Les consommateur*trice*s disposant d’un pouvoir d’achat suffisant peuvent faire la différence en choisissant les bons produits à consommer. Évitez de vous laisser induire en erreur par les allégations de greenwashing émanant de l’industrie alimentaire. Pour votre santé et l’environnement, optez pour des aliments biologiques non transformés, diversifiés et produits localement. Bien que certains affirment que le bio n’est pas toujours le meilleur choix pour l’environnement, les produits bio et Demeter ont généralement de meilleures performances globales en matière de durabilité, malgré des émissions de CO2 potentiellement plus élevées par kg de produit. Pour réduire la pression sur le système alimentaire, il est important de réduire la consommation de produits d’origine animale. Si vous consommez quotidiennement des produits d’origine animale, envisagez d’en remplacer certains par des alternatives végétales riches en protéines, comme les légumineuses. Choisissez les produits d’origine animale avec discernement, en privilégiant le bœuf, les œufs, le poulet et le porc nourris à base d’herbe ou principalement par des déchets agricoles et alimentaires. En Suisse, la viande de bœuf et le lait biologique est presque entièrement nourrie à base d’herbe, mais il peut être difficile d’identifier les œufs ou le porc nourris avec des déchets agricoles et alimentaires. Dans la mesure du possible, achetez directement aux agriculteurs qui produisent ces produits, afin qu’ils reçoivent la marge à la place de l’industrie alimentaire. En soutenant les agriculteurs pionniers de cette manière, nous pouvons conduire une transformation du système alimentaire à partir de la base.
Si vous pouviez souhaiter une agriculture du futur, à quoi ressemblerait-elle ?

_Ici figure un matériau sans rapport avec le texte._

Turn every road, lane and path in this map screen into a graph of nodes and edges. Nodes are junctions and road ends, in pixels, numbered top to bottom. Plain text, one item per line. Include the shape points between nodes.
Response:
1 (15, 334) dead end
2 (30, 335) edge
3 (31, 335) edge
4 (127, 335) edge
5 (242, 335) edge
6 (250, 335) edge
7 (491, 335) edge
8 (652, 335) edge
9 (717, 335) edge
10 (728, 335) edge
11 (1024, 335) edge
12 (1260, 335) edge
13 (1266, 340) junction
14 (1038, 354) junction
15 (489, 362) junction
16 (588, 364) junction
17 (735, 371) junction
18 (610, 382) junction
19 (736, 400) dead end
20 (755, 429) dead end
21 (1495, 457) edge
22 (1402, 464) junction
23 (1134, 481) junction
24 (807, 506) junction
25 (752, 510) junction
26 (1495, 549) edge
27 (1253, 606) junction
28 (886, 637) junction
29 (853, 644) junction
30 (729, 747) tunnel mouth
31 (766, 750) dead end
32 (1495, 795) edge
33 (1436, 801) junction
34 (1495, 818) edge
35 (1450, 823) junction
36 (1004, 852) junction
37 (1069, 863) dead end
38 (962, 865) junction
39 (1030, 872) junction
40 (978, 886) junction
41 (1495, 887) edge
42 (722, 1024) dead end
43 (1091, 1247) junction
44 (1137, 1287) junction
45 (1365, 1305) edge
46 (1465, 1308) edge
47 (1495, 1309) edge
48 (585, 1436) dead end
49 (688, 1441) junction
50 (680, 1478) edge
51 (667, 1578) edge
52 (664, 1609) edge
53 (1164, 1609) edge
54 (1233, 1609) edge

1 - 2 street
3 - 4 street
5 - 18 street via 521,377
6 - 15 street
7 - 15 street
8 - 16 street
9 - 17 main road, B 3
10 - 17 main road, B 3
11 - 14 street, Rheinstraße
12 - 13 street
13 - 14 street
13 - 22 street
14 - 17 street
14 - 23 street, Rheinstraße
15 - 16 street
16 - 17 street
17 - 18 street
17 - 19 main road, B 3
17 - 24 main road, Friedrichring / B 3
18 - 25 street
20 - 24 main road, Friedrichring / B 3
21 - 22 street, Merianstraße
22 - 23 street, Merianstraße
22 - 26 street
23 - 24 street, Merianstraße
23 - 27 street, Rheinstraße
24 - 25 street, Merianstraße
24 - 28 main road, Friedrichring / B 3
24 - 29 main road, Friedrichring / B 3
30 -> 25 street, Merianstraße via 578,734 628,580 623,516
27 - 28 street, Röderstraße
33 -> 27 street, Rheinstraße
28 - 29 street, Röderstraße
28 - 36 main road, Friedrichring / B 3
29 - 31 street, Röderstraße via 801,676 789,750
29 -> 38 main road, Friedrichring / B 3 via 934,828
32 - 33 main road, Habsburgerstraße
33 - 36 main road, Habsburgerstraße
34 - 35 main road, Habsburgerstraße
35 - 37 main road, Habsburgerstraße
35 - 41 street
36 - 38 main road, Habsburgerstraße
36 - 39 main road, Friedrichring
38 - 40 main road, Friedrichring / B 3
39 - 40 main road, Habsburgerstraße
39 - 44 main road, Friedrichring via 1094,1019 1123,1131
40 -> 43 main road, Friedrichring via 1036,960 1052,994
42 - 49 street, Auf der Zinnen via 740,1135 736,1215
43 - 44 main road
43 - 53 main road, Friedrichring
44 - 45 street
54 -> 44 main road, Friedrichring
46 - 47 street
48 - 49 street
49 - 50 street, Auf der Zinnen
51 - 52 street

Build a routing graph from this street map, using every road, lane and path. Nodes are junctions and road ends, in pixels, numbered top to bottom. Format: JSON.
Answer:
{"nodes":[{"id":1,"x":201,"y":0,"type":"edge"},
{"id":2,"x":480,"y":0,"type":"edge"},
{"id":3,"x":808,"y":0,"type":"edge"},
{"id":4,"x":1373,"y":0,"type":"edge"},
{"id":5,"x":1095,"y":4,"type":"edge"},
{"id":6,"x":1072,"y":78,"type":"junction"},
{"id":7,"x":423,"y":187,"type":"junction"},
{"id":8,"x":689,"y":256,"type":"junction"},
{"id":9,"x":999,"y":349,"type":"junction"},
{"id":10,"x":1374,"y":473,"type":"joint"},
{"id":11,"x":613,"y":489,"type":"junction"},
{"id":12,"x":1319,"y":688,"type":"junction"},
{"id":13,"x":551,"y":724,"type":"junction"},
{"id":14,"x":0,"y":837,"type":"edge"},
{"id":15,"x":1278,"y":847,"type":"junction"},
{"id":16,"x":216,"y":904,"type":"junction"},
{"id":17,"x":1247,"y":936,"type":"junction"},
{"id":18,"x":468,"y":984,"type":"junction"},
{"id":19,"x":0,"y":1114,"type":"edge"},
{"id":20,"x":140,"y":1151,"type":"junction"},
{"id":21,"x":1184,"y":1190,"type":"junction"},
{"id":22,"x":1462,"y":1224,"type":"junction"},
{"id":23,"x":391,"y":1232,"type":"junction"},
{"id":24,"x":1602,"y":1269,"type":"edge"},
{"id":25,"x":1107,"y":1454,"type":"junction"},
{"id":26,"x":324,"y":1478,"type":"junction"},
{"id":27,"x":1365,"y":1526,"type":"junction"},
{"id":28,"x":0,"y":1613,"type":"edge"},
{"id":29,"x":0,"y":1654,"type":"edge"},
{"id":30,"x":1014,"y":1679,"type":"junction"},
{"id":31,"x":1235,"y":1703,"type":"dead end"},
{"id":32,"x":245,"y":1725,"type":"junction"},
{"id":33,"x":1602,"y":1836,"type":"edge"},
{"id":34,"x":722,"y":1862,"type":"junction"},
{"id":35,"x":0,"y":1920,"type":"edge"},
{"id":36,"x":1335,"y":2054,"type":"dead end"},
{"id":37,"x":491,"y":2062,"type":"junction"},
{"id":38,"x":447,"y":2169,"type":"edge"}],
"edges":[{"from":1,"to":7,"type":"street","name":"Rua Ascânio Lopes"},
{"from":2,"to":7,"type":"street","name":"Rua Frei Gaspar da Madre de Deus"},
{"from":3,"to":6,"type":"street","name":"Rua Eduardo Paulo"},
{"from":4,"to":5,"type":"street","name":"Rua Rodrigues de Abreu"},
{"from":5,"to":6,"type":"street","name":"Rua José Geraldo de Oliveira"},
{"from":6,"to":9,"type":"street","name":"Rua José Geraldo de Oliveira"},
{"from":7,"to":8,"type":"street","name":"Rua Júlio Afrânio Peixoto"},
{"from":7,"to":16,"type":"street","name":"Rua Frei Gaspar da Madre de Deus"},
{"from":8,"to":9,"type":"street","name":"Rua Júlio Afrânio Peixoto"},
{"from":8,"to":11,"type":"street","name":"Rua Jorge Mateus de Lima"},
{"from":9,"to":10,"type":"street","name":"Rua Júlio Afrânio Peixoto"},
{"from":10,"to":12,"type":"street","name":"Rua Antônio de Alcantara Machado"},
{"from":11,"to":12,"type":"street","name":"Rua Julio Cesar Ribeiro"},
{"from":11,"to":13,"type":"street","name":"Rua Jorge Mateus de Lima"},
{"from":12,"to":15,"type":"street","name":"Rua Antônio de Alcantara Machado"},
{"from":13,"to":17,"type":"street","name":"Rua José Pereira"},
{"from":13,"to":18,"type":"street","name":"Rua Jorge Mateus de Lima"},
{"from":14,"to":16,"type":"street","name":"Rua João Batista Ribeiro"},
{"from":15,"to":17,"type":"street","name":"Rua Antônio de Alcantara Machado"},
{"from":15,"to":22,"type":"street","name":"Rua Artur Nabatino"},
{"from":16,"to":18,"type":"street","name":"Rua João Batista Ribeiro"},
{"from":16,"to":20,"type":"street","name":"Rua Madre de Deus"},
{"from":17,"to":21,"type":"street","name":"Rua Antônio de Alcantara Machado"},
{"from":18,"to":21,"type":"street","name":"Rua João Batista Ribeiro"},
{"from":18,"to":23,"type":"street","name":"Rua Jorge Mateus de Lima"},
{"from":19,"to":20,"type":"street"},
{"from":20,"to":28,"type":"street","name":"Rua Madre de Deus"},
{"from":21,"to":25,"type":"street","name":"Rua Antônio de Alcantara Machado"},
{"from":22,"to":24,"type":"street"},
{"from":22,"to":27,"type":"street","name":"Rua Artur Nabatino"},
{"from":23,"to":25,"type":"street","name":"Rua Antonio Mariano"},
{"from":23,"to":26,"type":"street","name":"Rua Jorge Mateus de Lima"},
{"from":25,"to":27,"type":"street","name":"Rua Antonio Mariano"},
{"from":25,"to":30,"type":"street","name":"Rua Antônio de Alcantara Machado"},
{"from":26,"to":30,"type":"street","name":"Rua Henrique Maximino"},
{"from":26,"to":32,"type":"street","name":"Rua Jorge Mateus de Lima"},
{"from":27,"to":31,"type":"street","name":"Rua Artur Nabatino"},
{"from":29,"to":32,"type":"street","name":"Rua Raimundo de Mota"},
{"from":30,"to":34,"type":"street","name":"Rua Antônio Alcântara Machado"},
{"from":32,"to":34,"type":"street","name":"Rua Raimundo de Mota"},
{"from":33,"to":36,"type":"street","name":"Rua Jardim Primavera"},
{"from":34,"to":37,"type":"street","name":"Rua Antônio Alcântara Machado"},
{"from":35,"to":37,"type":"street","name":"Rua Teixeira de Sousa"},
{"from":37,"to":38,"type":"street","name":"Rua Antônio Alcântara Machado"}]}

Dans le futur système agricole, les agriculteurs se défieront des contraintes d’un système alimentaire actuel qui exploite l’environnement, les êtres humains et les animaux pour produire des denrées alimentaires bon marché en surplus. Les pratiques agricoles fondées sur le carbone et la régénération des sols se généraliseront, favorisant ainsi la durabilité. La monoculture sera remplacée par des cultures mixtes, ce qui renforcera la biodiversité et la résilience. Les animaux d’élevage auront une présence plus naturelle à l’extérieur, même si leur nombre total sera réduit. Les moutons paîtront entre les vignes, les vaches entretiendront les prairies et les porcs aideront à labourer les terres cultivées. Les arbres seront utilisés pour nourrir les animaux pendant les périodes de sécheresse. Par rapport à aujourd’hui, nous aurons une bien meilleure intégration des cultures, du bétail et des arbres, ainsi qu’une bien meilleure gestion des prairies. Ce type d’agriculture demande beaucoup plus de travail qu’aujourd’hui. Les agriculteurs auront la liberté de d’adresser ce travail supérieur par des nouvelles technologies numériques, pour par la création de systèmes innovants pour impliquer les consommateurs dans le travail essentiel sur le terrain, connu sous le nom d’agriculture solidaire pour contrer le travail supplémentaire. Ce nouveau monde donnera aux agriculteurs les moyens de cultiver de manière durable, favorisant ainsi un avenir agricole équilibré et prospère.